Le doute s’estompe assez vite. Au bout de quelques minutes de lecture, on est pris par cette histoire, qui se déroule à plusieurs époques mais qui nous plonge dans une guerre de succession digne de «Game of Thrones», sauf que cela se passe chez des lémures, des parasites du microscopiques. Ceux-ci connaissent la lutte des classes, des castes et la puissance des mythes, ce qui leur donne l’occasion de se battre entre eux et avec leur propre conscience de leur place dans le monde.

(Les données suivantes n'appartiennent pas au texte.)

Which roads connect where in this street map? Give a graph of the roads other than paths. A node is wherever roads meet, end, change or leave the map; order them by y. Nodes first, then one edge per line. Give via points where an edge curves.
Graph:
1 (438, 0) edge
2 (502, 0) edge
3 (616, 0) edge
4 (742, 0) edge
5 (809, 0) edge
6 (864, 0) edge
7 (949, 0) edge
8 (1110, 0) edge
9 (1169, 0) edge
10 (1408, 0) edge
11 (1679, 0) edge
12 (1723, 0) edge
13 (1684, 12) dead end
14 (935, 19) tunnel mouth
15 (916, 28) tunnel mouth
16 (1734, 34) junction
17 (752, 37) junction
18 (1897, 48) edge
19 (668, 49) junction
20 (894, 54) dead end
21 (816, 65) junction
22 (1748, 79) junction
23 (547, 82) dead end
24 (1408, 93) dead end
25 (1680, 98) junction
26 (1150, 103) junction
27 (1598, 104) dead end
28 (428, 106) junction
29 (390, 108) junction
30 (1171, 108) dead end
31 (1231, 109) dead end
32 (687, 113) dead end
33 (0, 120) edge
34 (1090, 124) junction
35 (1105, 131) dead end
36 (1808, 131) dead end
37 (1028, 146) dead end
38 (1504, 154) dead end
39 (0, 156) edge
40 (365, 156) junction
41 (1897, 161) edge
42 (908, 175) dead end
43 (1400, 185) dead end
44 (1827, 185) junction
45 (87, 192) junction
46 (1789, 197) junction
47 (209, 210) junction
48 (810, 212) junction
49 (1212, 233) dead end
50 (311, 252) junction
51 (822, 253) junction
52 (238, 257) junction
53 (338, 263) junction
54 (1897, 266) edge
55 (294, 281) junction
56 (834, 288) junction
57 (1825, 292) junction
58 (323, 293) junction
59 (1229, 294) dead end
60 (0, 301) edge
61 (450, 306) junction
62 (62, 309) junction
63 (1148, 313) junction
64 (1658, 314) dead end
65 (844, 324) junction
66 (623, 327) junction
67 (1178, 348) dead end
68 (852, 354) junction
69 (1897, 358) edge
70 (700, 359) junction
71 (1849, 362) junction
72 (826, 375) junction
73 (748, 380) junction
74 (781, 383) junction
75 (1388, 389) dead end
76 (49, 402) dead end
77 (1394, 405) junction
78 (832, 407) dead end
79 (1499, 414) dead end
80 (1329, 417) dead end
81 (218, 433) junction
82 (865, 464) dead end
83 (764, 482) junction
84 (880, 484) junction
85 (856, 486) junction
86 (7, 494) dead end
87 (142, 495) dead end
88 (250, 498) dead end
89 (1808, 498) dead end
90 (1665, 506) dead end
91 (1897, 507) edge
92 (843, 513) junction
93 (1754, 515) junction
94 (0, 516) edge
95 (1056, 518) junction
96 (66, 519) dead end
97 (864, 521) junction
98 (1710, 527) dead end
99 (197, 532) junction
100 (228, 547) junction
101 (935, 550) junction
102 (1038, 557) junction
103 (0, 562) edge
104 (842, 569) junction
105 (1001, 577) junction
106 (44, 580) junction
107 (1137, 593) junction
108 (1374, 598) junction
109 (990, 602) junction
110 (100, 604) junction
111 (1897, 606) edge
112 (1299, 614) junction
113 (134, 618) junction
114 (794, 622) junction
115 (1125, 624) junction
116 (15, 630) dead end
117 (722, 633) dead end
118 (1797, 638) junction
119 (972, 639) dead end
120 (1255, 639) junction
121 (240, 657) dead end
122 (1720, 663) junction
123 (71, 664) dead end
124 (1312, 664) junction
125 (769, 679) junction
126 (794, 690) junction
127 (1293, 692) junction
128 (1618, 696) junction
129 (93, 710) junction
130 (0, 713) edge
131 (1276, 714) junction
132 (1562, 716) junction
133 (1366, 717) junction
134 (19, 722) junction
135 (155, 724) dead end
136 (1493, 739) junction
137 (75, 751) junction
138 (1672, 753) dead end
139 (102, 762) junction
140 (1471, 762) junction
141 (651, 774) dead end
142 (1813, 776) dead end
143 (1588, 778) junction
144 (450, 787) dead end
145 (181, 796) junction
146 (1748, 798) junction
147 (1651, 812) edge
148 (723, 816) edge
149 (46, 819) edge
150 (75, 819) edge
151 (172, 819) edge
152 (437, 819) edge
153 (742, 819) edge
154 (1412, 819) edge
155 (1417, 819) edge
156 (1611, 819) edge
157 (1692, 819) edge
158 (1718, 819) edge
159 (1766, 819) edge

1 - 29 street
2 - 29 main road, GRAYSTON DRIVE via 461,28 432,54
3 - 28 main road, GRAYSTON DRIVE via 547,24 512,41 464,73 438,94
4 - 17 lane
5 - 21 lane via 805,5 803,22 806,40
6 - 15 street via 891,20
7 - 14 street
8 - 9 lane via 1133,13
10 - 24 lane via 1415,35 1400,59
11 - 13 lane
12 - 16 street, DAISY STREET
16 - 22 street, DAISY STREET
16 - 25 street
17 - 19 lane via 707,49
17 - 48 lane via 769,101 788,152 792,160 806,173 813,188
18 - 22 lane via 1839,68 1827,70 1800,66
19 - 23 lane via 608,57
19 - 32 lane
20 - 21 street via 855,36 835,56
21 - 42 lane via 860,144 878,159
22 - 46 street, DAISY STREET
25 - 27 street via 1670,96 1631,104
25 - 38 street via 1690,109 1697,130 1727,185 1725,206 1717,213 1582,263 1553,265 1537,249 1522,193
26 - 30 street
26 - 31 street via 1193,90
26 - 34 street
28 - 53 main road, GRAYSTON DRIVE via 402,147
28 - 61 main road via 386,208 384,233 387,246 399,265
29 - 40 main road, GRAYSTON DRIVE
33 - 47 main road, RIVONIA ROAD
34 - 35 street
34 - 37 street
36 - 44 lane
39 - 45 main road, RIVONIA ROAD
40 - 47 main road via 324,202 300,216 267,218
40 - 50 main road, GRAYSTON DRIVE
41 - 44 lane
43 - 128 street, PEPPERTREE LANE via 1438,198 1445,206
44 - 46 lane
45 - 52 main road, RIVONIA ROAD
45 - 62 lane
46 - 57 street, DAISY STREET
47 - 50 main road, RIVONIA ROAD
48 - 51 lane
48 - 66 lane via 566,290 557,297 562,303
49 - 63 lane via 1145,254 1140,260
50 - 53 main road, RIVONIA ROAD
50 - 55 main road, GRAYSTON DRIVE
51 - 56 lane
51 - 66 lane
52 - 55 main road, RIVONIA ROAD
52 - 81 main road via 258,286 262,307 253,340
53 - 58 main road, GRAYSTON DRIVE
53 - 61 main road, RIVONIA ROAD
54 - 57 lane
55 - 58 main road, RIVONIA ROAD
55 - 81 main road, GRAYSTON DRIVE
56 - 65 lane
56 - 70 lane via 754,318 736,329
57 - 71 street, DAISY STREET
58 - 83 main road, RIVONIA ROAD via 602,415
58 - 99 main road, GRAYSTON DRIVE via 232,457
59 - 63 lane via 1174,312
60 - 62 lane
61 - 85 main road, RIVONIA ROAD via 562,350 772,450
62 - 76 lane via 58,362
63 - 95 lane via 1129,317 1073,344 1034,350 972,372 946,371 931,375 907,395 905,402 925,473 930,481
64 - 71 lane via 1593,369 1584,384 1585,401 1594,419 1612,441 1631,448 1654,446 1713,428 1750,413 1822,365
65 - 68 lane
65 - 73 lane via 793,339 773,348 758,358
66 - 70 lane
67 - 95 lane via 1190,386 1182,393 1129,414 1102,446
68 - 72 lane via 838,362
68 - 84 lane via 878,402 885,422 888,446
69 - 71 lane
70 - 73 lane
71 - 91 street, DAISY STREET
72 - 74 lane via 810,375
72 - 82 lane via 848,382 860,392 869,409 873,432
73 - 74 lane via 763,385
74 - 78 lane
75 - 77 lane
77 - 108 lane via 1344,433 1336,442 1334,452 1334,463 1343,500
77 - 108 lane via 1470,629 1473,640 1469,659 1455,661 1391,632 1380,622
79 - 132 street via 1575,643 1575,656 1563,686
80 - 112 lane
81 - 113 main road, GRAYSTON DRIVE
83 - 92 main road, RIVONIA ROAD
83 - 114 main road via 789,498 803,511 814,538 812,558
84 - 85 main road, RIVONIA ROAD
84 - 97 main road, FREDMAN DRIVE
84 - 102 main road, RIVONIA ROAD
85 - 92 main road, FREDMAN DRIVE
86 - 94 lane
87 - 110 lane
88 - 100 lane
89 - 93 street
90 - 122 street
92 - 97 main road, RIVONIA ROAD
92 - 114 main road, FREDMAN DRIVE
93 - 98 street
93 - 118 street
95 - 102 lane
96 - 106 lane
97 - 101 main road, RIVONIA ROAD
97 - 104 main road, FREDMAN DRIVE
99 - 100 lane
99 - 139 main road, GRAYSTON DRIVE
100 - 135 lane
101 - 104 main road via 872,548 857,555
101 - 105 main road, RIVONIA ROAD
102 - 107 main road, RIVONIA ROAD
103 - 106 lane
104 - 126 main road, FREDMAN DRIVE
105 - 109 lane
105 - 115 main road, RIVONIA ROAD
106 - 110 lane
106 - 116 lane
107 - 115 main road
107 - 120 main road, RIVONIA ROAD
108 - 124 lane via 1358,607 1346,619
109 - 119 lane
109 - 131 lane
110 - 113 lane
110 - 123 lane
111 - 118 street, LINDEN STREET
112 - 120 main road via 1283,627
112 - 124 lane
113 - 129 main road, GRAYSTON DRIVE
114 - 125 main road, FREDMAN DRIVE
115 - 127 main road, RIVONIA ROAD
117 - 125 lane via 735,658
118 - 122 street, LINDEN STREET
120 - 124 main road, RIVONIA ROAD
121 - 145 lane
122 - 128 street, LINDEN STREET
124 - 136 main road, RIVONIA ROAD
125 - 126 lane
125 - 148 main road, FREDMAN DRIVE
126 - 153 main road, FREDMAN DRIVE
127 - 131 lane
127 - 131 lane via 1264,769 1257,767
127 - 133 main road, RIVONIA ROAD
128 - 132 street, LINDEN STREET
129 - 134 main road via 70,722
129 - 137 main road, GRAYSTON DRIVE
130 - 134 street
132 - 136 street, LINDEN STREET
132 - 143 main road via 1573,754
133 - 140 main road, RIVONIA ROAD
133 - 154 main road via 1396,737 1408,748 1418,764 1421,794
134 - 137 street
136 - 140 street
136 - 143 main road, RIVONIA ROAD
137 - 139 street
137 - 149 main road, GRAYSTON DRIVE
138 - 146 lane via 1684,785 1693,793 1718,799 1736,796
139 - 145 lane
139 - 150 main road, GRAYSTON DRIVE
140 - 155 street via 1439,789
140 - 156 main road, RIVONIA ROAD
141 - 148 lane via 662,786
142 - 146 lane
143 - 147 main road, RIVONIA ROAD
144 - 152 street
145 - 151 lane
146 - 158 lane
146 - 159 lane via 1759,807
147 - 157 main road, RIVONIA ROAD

Guide des personnages à la fin

L’autre grande force, outre cette histoire étonnamment prenante, c’est la structure et la forme de la narration. L’auteur, le Français Alex Chauvel, joue avec les codes de la BD, pour que l’emplacement, la forme et le rythme auquel se succèdent les cases façonnent le récit. C’est beau, souvent déroutant pour de bon, mais fait partie d’une sorte de jeu de lecture. À ce propos, signalons qu’un petit guide des personnages se trouve en fin d’ouvrage, bien utile pour ne pas s’emmêler les pinceaux.

Quand Alex Chauvel nous explique qu’il avait d’abord imaginé qu’il avait pensé faire une «BD dont vous êtes le héros», voilà qui ne nous surprend pas, tant le lecteur est mis à contribution. «Mais les derniers personnages que j’ai dessinés sont devenus les héros du récit et j’ai donc dissocié les thématiques». S’il se dit étonné que son livre soit comparé à «Games of Thrones», Keith Haring et les Shadoks, il trouve tout de même que cela fait sens. «Les Shadoks, j’adore évidemment et il est vrai qu’il y a un sens du mouvement et un minimalisme chez Ketih Haring que l’on pourrait associer à mes dessins. Pour «Games of Thrones», si j’ai vu la série que j’ai appréciée, je suis quand même plus «Seigneur des anneaux» et j’adore l’heroïc fantasy».

Cet étrange récit des «Pigments sauvages» est né dans son esprit avec l’une des premières scènes de l’histoire, où un cyclope bleu détruit la termitière des Lémures. «Il s’agissait bien d’un cyclope géant, mais qui détruisait un village humain, bouleversant l’ordre établi. L’idée est restée mais avec de petits personnages, plus graphiques».

L’ADN des livres-objets

Mener un récit sur autant de pages est une tâche complexe: «C’est un combat interne entre l’improvisation et une structuration extrêmement poussée. J’utilise presque la méthodologie scientifique, à savoir une hypothèse, que l’on vérifie avec des expériences qui nous mènent à une conclusion. Mes personnages sont la force vive que je mets dans des cadres et des structures mais qui peuvent en déborder».

La forme prend là aussi toute son importance. «Mon ADN, ce sont les livres-objets, où l’on joue avec la matière, les codes. Je vis avec une graphiste, alors ça aide. Je regrette que beaucoup de BD actuelles oublient d’utiliser les spécificités de cet art et ressemblent trop aux codes du cinéma».

Le titre de cette BD pas comme les autres est l’idée de l’éditeur d’Alex, qui le lui a suggéré. «Il m’a dit, toi qui aimes lire de l’anthropologie, tu devrais trouver un titre qui y fait référence». Et il a pensé à «La pensée sauvage» de Lévi-Strauss ou «pensée a été remplacé par «pigments». Ce qui a donné du coup un rôle plus prépondérant aux couleurs et m’a fait redessiner pas mal de pages». Tout ce mélange apporte une richesse au récit. «J’ai tenté au maximum d’aller vers plus de fluidité, avec de trouver le bon rythme pour raconter une histoire complexe, certes, mais pas compliquée».

Pari pleinement réussi en ce qui nous concerne. Osez vous plonger dans «Les pigments sauvages», vous ne devriez pas le regretter.

«Les pigments sauvages», d’Alex Chauvel, Éd. The Hoochie Coochie, 280 pages.

«Les pigments sauvages», d’Alex Chauvel, Éd. The Hoochie Coochie, 280 pages.